In this paper, a two-stage algorithm combining improved DBSCAN clustering and local outlier factorization is proposed and applied to the outlier detection of non-stationary multi-parametric data in distributed flexible sensing modules. In this paper, a distributed flexible sensing terminal application system is designed based on AMI architecture, and its functional modules are described in detail. The PCA algorithm and maximum likelihood method are used for dimensionality reduction and screening of the original data, then the improved DBSCAN clustering algorithm is introduced to cluster the features, and the improved local outlier factor algorithm is introduced to construct a two-phase multi-parametric data outlier detection algorithm. For the effectiveness of the above algorithms, they are verified and analyzed by simulation, and the error accuracy of the distributed flexible sensing terminal application system is discussed.
Power enterprises should do a good job in power generation, transmission, transformation and distribution in order to make the whole power grid more sound, and the electric energy measurement data has spatial distribution characteristics.

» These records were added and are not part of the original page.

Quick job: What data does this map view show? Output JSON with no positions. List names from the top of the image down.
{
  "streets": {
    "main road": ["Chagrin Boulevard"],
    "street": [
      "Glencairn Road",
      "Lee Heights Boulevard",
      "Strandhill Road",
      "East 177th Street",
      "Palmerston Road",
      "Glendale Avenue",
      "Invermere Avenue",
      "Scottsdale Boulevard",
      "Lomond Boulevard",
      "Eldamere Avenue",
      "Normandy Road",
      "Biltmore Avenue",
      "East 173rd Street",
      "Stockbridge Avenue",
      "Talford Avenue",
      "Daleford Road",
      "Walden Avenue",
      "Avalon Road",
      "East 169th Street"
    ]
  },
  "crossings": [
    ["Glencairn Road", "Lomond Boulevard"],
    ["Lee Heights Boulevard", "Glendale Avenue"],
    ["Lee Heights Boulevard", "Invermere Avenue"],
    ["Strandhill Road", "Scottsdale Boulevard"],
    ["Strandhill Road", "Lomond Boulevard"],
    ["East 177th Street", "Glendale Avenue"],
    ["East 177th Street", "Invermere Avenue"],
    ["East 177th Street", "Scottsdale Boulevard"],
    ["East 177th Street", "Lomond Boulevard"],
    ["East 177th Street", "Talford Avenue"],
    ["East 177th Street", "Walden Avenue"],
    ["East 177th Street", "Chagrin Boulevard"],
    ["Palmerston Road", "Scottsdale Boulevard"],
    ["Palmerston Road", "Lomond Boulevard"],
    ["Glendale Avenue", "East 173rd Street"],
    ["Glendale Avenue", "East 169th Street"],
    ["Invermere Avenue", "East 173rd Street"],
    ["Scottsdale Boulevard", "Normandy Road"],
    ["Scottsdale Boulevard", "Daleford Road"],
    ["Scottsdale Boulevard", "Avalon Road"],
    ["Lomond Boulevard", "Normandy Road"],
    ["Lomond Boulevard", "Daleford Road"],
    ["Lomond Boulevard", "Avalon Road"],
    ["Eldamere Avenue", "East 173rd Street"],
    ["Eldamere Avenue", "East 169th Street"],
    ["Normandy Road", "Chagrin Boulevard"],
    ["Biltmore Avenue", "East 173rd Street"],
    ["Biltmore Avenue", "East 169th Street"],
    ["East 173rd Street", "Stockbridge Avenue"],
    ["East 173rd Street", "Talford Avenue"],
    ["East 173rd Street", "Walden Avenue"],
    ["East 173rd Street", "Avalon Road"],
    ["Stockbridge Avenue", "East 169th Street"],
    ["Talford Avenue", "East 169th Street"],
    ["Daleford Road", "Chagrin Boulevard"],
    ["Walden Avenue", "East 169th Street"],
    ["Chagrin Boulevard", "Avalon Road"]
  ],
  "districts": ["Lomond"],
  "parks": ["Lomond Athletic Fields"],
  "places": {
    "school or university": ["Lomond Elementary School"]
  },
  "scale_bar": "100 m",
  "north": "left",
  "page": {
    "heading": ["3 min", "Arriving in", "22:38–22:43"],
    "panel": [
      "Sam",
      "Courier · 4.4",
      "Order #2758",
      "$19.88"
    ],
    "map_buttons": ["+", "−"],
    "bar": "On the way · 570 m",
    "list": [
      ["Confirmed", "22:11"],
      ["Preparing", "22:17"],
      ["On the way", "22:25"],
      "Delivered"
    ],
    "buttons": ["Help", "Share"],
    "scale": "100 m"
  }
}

With the rapid development of the Internet of Things and information technology, the power system has begun to use abnormal data mining methods to build a complete metering platform to model the power grid, and combined with the topology of the power grid to visually analyze the measurement data of electric energy, which lays a solid foundation for future electric energy planning. In the practical application of the power consumption information collection system, it can meet the special needs of customers to collect information, calculate, and analyze the abnormal data in the measurement according to the early warning system.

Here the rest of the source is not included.